STEP6 時間をつくる

STEP1〜5を通して、目指す姿を3軸化し、理想と現実のギャップがわかり、そのギャップを埋めるために最大限自分のパフォーマンスを引き出す方法もわかりました。

このSTEPでは時間の作り方を書いていきます。

時間は有限なもので、多くの著名な起業家も時間をものすごく大切に扱います。

“やりたいことをやれる自分”であればあるほど、時間が必要になってきます。

また、時間は有限ですが、残り時間がどれだけあるのかはわかりません。

1日1日のちょっとした時間を無駄にしないためにも、まずは身の回りの時間の無駄に気づくこと、そして時間を効率的に使う手段を知ることが重要です。

 

時間の概念

STEP2でも書きましたが、

極端な話、1分1秒の自分の立ち振る舞いや行動がすべて理想の3軸に向かうためのものになっているか、そのために理想と現実のギャップを明確にして、毎日そのギャップを埋めるために行動します。

時間はただただ垂れ流すものではありません。

理想に向かって進むために使う資産です。

お金を垂れ流しにしていたら絶対に止めますよね?でも時間を垂れ流しにしている人は実に多いのです。

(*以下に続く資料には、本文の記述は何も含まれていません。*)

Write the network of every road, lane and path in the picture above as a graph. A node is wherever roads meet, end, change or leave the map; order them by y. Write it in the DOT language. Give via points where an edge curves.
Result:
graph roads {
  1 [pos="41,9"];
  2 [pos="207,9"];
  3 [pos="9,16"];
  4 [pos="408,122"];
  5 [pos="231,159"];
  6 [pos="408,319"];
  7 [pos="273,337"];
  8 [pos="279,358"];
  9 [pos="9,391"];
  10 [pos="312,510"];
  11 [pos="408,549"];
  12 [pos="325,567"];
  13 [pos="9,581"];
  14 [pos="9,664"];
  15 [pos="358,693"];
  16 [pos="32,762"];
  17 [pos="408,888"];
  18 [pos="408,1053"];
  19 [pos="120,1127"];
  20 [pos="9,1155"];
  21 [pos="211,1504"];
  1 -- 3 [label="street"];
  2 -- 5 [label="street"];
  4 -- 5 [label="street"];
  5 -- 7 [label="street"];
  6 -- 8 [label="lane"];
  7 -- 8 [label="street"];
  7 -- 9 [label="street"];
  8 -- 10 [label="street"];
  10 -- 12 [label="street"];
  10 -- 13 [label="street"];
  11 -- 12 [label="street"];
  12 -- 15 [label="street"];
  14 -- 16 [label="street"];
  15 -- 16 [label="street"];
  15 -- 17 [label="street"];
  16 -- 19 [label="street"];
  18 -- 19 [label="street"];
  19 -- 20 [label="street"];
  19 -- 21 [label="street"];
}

遊ぶのが無駄とかぼけっとするのが無駄という話をしているのではありません。

遊ぶのにも、ぼけっとするのにも、リフレッシュとか回復とか交流とかそういった役割があるわけです。
役割がない、あるいは役割を認識していない時間は無駄な時間なのです。

STEP6-1 時間割を意識する

STEP2で理想と現実のギャップがわかり毎日やることが明確になったので、それを効率良く埋めるために、STEP3で時間割をつくりました。

これは、1日の中で何に時間を使うかを大きく区切り、日々やるべきことに時間を使えるようにすることで、ギャップを埋めるスピードを速めるのが目的でした。

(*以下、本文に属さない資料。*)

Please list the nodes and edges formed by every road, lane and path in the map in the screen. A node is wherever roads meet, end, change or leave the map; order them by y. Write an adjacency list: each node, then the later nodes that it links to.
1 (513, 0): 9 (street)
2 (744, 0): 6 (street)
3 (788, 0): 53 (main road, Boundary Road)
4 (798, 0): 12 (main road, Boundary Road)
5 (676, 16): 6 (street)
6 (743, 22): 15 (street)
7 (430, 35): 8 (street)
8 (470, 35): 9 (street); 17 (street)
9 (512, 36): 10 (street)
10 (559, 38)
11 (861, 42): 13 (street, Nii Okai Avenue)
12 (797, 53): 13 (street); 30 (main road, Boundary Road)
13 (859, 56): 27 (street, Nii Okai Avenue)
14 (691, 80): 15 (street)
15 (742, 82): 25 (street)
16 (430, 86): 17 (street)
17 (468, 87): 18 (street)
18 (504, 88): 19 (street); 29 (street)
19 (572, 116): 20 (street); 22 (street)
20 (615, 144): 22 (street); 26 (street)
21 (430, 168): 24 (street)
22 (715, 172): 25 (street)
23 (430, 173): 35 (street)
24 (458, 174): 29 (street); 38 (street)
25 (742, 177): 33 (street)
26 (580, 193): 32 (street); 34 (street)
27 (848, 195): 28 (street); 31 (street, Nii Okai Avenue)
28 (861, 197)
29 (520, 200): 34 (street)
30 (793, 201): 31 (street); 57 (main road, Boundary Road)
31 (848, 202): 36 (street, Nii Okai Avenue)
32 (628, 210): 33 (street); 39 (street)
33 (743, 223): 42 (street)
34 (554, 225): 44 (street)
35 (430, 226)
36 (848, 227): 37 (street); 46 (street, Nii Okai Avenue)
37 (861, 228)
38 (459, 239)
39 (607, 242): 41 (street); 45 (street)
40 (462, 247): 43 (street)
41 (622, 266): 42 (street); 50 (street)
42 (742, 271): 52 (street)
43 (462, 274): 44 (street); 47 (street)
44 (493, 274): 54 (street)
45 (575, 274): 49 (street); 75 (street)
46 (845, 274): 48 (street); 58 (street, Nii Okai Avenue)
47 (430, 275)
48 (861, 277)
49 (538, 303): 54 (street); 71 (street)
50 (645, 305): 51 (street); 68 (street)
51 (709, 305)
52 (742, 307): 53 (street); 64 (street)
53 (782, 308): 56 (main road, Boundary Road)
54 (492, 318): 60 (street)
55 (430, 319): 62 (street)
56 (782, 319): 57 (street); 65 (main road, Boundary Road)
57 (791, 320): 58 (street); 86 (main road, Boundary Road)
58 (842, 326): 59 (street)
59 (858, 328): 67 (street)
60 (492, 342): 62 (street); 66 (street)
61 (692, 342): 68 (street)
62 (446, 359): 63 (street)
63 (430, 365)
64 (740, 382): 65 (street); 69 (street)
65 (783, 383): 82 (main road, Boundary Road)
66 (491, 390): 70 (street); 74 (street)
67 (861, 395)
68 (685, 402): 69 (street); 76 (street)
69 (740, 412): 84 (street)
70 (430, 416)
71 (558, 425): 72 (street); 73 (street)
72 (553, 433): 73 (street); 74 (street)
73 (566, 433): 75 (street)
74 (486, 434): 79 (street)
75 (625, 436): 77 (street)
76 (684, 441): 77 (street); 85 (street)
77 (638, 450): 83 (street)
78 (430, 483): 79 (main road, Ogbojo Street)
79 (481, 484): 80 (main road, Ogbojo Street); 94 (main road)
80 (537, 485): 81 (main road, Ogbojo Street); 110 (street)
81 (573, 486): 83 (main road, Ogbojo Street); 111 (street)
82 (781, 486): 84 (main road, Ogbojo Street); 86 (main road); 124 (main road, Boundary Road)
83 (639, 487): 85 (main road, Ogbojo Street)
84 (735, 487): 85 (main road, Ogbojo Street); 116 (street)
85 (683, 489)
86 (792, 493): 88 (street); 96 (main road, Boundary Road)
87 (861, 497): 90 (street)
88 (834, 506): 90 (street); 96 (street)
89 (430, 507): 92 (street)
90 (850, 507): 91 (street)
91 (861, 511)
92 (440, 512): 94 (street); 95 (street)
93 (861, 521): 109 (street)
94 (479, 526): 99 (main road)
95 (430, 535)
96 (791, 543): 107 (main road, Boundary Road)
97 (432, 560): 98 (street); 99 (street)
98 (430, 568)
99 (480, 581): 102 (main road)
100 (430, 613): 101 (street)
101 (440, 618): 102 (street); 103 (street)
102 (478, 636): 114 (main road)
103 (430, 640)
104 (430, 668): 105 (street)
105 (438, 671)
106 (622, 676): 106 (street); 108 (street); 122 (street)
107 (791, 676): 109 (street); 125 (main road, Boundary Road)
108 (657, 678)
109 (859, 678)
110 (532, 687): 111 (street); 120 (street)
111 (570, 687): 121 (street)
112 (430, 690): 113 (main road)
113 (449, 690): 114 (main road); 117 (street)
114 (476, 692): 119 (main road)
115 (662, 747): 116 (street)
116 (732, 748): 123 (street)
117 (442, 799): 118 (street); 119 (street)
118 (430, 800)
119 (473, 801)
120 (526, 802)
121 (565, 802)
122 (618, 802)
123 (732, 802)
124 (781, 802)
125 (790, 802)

実は時間割をつくると時間をより多く作れるようにもなります。
ここではこの時間割を“時間をつくる”という面から書いていきます。

少し復習すると、時間割はまずはじめに、1日の始まりの時間(起床)と終わりの時間(就寝時間)を決め、そこから例えば仕事時間や趣味などの時間に区切りと書きました。

だいたい1日4〜5分割するようなイメージです。

もう一度僕の例を出しますと以下のような感じです。

0~6 睡眠 睡眠時間はしっかり確保します。
6~18 仕事 移動や食事、休憩も含みます。18時までには終わらせるという意識を習慣化させます。
18~21 情報のインとアウト 仕事が忙しいとおろそかになりがちな情報のインプットとアウトプットの時間を確保しています。
雑誌を読んだりブログを書いたりします。
夕食の時間も含めていますが、この時間内で情報のインとアウトをするという意識です。
21~24 プライベート 趣味の時間です。
いくつか楽器をやっているので、1週間のうちでローテーションで、「今日はピアノ」などのように決めてやります。
就寝準備もこの時間に含めています。

僕の場合は4分割ですが、それぞれの時間の中で始まりと終わりがあります。

終わりの時間をしっかり決めることで、その中で完結するために最善を計ろうとするので、自然と時間に対する意識が高まります。

それに加え、仕事を優先して他の大切なことに時間を割くことが苦手な人でも、時間をつくれるようになります。

僕も仕事人間で仕事ばかり優先してしまいがちですが、これをやるようになってから、プライベートの時間や情報収集の時間を確保できるようになりました。

もちろん、すべてが時間割通りにいくことはありませんが、時間割を実現するために空き時間を利用して仕事を進めたり、無駄な時間を省くような努力を自然とできるようになります。

時間をつくるというのは、無駄な時間を省いていくことです。

この無駄な時間を省く方法は詳しくは後述します。

仕事時間はその時間を満たすまで膨張し続ける

パーキンソンの法則というをご存知でしょうか。

「仕事時間はその時間を満たすまで膨張し続ける」という法則です。

後ろ(終わり時間)が決まっていない仕事は、だいたい膨張します。特に企画系やクリエイティブ系の仕事ではありがちです。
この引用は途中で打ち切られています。